The higher dose of GSNO also showed a strong anti-parasite effect, keeping parasitemia low compared to saline-treated animals. It has been previously shown that GSNO as well as other NO donors can have anti-plasmodial effects in vitro (Rockett et al. 1991; Totino et al. 2008). Interestingly, treatment with DPTA-NO, which generates similar amounts of NO, does not inhibit PbA growth in vivo (Gramaglia et al. 2006; Cabrales et al. 2011). The reasons for the differential anti-parasite effect of these two donors are unclear. Malaria parasites grow readily in saturated NO solutions but are highly sensitive to S-nitrosothiols (Rockett et al. 1991). In any case, the fact that GSNO presents anti-plasmodial activity also adds to its potential for anti-malarial therapies.

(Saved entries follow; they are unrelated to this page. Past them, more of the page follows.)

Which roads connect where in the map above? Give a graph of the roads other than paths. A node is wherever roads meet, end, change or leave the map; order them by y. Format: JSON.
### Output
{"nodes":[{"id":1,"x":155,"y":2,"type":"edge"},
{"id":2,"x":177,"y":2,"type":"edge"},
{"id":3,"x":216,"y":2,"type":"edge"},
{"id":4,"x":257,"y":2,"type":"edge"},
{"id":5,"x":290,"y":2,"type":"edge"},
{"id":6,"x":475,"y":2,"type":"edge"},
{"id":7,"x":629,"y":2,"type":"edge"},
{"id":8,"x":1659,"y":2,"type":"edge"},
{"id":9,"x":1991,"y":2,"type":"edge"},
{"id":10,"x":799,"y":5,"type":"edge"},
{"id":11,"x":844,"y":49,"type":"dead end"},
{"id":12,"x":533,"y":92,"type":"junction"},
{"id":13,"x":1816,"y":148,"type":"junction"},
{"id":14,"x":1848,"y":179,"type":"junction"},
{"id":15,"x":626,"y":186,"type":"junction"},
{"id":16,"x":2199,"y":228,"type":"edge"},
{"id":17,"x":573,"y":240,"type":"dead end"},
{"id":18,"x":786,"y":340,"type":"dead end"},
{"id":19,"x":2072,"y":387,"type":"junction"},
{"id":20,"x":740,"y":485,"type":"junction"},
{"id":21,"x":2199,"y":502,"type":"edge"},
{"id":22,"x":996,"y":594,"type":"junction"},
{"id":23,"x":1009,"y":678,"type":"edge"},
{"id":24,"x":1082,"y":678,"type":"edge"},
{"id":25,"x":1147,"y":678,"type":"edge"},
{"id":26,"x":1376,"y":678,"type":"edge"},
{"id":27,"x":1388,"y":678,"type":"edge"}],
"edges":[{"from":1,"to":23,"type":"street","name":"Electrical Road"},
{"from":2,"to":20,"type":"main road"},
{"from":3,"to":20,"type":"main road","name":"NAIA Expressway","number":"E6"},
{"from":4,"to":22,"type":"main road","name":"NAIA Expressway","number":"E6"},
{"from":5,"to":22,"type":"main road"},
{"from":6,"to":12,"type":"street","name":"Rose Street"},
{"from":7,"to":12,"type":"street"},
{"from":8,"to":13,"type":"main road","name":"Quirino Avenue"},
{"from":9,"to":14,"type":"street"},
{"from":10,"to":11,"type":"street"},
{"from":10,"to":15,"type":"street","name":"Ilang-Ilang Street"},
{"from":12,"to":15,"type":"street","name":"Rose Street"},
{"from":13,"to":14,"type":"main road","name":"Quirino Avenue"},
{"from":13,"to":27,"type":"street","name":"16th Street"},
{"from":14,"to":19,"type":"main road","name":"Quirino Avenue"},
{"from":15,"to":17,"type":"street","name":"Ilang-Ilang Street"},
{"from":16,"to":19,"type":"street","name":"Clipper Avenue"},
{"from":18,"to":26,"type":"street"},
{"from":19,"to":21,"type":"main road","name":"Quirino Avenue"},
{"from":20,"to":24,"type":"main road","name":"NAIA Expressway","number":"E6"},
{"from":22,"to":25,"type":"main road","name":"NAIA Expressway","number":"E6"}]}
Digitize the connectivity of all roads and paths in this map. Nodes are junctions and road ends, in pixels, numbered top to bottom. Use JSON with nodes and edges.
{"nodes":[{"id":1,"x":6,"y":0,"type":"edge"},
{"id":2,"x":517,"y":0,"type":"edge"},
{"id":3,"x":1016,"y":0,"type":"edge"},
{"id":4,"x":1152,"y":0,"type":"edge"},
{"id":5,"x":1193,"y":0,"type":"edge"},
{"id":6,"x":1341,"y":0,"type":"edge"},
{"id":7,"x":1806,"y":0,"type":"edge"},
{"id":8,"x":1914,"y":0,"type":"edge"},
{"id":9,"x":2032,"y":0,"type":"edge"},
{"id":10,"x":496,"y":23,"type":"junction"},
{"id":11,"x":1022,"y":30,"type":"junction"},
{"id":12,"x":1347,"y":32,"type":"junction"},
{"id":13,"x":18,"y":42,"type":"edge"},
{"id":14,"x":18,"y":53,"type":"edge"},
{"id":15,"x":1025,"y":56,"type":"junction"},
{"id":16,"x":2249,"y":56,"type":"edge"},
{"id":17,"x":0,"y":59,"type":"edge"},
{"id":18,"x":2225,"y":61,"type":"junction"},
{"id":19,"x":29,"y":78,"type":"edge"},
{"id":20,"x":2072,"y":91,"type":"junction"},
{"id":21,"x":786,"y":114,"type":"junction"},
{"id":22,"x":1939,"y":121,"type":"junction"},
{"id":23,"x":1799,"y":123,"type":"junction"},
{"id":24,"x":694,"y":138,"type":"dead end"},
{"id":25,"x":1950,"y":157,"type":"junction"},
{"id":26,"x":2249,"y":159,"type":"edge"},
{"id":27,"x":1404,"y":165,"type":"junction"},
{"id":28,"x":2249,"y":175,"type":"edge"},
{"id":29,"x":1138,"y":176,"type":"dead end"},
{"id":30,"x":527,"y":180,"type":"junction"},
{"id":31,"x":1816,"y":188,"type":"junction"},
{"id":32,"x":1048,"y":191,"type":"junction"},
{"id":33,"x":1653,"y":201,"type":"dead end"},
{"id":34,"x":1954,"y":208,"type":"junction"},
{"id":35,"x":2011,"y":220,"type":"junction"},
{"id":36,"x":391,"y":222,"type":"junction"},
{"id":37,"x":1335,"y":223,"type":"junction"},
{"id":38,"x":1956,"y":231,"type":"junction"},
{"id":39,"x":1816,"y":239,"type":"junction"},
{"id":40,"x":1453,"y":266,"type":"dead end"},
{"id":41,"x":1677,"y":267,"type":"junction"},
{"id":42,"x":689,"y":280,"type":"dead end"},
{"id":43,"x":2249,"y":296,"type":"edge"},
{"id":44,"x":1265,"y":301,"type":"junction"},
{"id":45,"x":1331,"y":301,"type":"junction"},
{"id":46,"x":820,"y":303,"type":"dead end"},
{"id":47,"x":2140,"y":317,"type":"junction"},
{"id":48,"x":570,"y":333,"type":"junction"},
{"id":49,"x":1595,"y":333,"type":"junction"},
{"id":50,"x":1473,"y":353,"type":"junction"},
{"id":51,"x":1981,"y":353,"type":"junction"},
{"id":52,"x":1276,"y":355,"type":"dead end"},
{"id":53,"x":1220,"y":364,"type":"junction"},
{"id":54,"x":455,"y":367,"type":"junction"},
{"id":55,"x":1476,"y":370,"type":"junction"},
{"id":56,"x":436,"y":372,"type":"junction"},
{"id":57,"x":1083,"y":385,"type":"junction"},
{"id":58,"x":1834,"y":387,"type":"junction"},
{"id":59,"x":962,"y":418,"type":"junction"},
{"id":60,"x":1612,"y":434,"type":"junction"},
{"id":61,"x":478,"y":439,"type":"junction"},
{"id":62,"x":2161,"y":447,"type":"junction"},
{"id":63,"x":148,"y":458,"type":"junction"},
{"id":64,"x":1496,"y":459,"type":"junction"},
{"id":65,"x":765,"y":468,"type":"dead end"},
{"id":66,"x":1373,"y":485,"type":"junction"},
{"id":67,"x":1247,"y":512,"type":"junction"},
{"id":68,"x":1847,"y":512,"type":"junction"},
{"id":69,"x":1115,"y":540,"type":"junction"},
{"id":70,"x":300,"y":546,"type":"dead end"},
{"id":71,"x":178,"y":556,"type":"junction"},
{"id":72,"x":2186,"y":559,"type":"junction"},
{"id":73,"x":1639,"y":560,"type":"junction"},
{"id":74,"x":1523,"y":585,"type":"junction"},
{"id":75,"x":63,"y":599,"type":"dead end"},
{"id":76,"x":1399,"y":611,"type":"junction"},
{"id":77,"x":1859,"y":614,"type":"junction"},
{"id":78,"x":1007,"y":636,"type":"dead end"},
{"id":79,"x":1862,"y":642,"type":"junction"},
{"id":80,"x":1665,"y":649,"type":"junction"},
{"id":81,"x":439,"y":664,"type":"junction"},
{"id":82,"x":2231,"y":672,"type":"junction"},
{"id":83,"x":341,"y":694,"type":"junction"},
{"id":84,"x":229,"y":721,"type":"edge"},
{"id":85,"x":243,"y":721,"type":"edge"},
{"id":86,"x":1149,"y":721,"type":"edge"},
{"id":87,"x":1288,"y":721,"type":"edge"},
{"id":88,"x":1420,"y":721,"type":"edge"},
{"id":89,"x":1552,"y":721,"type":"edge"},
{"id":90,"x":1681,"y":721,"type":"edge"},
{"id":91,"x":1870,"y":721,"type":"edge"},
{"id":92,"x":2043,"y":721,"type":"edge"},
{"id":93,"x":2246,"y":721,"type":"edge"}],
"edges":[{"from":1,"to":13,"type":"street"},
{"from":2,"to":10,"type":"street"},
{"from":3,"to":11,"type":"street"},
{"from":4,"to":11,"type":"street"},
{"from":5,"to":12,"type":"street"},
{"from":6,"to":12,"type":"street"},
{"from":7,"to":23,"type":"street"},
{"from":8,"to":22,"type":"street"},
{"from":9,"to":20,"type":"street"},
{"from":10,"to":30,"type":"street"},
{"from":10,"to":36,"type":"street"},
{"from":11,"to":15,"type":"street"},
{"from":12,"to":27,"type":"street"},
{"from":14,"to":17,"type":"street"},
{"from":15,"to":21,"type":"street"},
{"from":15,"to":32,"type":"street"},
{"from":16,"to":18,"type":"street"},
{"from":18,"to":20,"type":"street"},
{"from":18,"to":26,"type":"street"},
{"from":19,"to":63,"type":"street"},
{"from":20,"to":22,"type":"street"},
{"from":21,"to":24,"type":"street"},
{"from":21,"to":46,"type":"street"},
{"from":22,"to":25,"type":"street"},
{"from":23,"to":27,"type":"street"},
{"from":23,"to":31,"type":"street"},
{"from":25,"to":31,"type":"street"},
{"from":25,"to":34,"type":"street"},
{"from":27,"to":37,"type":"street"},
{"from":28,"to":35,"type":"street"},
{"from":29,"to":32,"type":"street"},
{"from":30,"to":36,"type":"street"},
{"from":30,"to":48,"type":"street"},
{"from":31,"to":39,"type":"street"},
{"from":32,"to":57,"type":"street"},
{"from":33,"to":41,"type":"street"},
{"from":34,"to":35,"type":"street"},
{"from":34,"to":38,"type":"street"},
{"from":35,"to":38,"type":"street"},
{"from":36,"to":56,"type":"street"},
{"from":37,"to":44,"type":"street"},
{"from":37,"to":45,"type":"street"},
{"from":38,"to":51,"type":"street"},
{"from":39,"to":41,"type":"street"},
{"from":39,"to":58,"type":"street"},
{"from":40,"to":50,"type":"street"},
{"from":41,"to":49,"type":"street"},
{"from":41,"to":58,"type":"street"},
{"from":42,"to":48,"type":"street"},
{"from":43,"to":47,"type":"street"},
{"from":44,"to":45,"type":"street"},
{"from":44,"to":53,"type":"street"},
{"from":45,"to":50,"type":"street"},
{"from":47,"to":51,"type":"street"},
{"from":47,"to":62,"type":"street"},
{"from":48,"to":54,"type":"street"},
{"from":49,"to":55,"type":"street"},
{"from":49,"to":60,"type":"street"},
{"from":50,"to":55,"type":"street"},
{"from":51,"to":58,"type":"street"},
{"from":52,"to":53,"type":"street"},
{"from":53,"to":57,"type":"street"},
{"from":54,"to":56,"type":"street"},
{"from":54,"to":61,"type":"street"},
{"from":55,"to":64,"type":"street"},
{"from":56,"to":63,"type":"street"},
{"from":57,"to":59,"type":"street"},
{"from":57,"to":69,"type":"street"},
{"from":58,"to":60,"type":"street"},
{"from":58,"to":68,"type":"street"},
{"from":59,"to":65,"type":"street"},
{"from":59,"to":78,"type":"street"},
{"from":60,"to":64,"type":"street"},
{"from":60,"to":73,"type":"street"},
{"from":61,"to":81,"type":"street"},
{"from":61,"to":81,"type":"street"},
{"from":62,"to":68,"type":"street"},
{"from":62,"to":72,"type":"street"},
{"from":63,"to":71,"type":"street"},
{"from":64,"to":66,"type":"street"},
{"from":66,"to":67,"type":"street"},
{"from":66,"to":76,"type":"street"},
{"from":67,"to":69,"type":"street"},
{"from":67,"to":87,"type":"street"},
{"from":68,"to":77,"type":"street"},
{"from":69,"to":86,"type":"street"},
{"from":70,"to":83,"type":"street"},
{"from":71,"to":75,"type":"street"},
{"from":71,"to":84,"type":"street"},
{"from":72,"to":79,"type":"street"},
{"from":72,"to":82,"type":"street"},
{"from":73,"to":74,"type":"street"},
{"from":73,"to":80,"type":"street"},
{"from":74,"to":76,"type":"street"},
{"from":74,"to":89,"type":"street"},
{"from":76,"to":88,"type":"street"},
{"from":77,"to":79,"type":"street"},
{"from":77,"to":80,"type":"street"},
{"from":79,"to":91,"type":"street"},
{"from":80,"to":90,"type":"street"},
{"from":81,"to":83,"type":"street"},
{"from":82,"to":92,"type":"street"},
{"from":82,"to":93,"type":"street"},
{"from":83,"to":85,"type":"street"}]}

In summary, the present study shows that GSNO in a wide range of doses can prevent the development of CM in PbA-infected mice. At a higher dose it can also inhibit parasite growth but induces transient hypotension. Lower doses are also effective in preventing CM without inhibiting parasite growth and without changing blood pressure. These features reveal that GSNO plays a relevant role in ECM pathogenesis. While it is clear that the data shown here with GSNO used as a prophylactic intervention in ECM allow no inferences about its potential in a clinically relevant setting as an adjunctive therapy intervention, the characteristics above make GSNO a promising compound for further studies to determine its efficacy in CM-rescuing treatments with anti-malarial drugs.

Acknowledgements

This study was supported by NIH grants R01-HL087290 and R01-AI082610. GMZ was recipient of a CNPq (Brazil) post-doctoral fellowship. We thank Dr John Nolan (LJBI) for granting access to the flow cytometry facilities, Wisam Barkho for performing surgeries to implant the TA11PA-C20 units, and Diana Meays for animal care.

Footnotes

Competing interests

The authors declare that they have no competing interests.